MATERIAL FOR THIS EXERCISE →
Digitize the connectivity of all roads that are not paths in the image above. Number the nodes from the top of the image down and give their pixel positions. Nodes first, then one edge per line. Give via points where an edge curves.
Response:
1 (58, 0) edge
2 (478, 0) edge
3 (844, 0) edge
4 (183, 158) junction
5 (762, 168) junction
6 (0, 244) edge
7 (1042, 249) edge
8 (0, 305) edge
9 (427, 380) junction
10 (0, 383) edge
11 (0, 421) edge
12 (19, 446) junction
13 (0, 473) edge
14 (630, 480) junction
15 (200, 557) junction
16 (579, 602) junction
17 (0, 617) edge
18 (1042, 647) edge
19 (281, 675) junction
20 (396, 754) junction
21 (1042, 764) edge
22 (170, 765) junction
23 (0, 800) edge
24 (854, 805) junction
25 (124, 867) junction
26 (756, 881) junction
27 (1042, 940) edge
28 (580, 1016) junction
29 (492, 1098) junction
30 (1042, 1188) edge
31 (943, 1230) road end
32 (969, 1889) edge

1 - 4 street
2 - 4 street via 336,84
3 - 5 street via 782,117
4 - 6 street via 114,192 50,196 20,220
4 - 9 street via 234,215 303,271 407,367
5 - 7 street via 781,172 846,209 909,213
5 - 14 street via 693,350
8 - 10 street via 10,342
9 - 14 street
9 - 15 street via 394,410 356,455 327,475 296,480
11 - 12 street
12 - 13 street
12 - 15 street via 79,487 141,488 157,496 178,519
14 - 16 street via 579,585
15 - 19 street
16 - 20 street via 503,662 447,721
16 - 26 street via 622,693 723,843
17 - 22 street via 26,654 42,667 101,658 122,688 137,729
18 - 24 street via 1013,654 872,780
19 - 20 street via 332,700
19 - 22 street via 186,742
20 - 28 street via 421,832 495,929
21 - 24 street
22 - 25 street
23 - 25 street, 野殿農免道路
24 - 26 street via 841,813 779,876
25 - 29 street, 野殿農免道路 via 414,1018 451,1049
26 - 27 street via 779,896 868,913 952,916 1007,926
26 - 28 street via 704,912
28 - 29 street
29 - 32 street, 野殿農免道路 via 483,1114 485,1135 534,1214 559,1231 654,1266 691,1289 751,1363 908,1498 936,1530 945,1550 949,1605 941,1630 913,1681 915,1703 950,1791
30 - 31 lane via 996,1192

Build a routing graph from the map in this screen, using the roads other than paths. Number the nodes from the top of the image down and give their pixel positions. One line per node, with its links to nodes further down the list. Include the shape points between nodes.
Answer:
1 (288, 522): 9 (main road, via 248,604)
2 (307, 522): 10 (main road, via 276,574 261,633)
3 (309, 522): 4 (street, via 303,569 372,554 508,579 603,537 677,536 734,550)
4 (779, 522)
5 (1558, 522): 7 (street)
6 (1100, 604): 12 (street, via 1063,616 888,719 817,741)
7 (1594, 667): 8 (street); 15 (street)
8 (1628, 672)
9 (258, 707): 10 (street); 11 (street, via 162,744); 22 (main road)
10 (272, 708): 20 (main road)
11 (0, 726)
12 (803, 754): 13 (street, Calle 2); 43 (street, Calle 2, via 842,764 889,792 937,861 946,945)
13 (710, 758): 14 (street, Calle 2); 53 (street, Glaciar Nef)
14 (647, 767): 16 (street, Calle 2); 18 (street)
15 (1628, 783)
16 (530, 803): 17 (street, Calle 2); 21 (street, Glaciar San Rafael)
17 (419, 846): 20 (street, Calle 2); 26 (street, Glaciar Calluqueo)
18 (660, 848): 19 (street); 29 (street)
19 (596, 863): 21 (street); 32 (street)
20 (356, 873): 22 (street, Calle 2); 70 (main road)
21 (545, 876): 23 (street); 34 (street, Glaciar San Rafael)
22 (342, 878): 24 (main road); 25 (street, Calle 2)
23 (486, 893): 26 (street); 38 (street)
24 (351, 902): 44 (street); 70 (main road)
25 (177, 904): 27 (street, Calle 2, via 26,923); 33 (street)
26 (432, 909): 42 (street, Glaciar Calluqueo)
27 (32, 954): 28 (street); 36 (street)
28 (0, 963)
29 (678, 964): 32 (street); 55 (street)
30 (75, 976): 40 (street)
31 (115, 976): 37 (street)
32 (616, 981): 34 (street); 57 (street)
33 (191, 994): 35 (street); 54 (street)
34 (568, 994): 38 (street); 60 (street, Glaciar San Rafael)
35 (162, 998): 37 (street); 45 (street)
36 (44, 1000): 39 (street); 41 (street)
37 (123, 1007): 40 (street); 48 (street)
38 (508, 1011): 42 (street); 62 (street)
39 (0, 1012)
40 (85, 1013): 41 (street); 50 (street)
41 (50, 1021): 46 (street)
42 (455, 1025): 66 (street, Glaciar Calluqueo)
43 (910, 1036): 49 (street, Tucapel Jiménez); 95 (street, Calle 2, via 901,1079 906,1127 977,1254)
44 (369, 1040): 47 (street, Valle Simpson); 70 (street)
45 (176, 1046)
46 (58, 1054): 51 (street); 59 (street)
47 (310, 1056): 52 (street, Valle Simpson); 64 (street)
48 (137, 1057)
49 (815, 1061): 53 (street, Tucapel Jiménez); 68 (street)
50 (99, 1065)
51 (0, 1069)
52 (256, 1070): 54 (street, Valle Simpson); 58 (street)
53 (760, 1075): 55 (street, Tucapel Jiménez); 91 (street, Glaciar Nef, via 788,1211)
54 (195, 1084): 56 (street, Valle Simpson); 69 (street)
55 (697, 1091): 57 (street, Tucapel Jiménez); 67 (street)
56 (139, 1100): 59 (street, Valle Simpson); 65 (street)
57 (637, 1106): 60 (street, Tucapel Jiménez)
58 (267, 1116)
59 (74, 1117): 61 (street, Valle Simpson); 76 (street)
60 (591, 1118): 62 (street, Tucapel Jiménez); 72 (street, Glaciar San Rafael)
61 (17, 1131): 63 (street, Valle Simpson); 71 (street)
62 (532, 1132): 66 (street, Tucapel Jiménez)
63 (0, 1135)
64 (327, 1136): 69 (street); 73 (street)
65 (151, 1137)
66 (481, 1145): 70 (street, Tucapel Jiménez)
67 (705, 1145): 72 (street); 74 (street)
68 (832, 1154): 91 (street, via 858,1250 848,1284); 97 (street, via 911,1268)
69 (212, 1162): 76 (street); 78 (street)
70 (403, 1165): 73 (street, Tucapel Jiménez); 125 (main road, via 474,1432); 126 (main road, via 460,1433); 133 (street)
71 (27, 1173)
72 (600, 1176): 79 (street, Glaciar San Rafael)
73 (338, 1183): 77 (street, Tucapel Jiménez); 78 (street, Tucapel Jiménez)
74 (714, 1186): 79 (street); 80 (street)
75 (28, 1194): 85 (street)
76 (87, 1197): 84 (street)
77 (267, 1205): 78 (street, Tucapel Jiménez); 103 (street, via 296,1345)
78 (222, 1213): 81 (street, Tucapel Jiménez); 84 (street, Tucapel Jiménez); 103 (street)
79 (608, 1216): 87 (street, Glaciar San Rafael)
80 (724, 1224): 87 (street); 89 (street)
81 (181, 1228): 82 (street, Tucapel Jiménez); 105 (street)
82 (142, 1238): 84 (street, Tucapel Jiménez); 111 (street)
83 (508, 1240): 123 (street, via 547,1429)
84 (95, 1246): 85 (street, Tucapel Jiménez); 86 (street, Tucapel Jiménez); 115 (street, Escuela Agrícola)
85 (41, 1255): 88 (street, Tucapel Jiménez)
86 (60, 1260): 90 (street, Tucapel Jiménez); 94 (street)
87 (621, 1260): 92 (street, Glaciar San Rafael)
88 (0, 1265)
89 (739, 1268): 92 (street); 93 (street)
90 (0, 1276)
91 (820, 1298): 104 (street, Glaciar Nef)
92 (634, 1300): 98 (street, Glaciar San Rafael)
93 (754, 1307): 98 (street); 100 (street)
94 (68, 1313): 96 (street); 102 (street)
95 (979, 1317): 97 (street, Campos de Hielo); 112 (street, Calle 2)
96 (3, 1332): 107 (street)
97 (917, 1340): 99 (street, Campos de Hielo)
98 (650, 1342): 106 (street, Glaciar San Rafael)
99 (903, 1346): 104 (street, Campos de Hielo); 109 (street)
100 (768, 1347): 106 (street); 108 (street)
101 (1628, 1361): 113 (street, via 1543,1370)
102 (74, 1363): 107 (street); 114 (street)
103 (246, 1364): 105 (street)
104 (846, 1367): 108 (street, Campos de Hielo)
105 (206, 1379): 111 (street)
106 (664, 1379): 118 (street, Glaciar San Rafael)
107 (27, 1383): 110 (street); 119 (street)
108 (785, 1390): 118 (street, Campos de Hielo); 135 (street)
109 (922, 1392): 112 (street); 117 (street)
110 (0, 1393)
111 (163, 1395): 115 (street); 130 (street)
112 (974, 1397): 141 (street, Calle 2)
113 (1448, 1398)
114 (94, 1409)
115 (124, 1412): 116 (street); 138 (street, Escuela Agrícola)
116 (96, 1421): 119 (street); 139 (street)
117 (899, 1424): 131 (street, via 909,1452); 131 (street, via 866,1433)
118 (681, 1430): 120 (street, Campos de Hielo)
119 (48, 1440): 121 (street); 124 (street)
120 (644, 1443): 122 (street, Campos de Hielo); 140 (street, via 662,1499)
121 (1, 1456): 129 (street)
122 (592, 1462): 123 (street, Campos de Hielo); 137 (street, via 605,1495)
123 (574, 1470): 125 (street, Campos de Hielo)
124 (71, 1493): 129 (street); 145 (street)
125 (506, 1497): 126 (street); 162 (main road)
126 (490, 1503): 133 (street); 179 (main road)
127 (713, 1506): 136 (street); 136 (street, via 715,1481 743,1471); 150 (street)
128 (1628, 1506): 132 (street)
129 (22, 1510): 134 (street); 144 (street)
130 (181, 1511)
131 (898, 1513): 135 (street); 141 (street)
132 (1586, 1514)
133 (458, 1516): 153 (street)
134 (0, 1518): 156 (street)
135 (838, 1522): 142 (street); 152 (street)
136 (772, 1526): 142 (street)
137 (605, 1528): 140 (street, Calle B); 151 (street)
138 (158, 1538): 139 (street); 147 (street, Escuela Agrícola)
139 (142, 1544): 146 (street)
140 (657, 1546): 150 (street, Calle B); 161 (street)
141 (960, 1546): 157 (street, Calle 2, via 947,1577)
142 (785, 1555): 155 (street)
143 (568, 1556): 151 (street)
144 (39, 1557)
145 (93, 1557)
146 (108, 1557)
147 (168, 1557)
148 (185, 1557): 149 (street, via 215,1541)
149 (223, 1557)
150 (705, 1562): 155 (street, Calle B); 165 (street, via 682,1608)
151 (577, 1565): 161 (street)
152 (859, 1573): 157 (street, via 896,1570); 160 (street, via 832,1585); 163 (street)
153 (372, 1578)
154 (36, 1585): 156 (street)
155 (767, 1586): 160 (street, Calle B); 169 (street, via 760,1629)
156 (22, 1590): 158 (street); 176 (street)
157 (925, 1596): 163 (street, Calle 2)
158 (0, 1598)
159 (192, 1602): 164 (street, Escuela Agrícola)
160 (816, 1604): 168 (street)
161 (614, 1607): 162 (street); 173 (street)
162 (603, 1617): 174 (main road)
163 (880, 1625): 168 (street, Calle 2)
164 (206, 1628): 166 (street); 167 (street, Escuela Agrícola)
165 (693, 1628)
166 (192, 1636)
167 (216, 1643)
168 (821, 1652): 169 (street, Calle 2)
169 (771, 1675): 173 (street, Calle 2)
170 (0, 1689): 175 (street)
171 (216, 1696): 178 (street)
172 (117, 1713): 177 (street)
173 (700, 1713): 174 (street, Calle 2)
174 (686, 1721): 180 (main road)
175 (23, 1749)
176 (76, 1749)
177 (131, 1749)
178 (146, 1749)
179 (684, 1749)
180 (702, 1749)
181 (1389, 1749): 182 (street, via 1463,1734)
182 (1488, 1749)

INSTRUCTIONS FOR THE TASK → Copy all lines from the data above that contain the word "Simpson".

TASK SOLUTION →
44 (369, 1040): 47 (street, Valle Simpson); 70 (street)
47 (310, 1056): 52 (street, Valle Simpson); 64 (street)
52 (256, 1070): 54 (street, Valle Simpson); 58 (street)
54 (195, 1084): 56 (street, Valle Simpson); 69 (street)
56 (139, 1100): 59 (street, Valle Simpson); 65 (street)
59 (74, 1117): 61 (street, Valle Simpson); 76 (street)
61 (17, 1131): 63 (street, Valle Simpson); 71 (street)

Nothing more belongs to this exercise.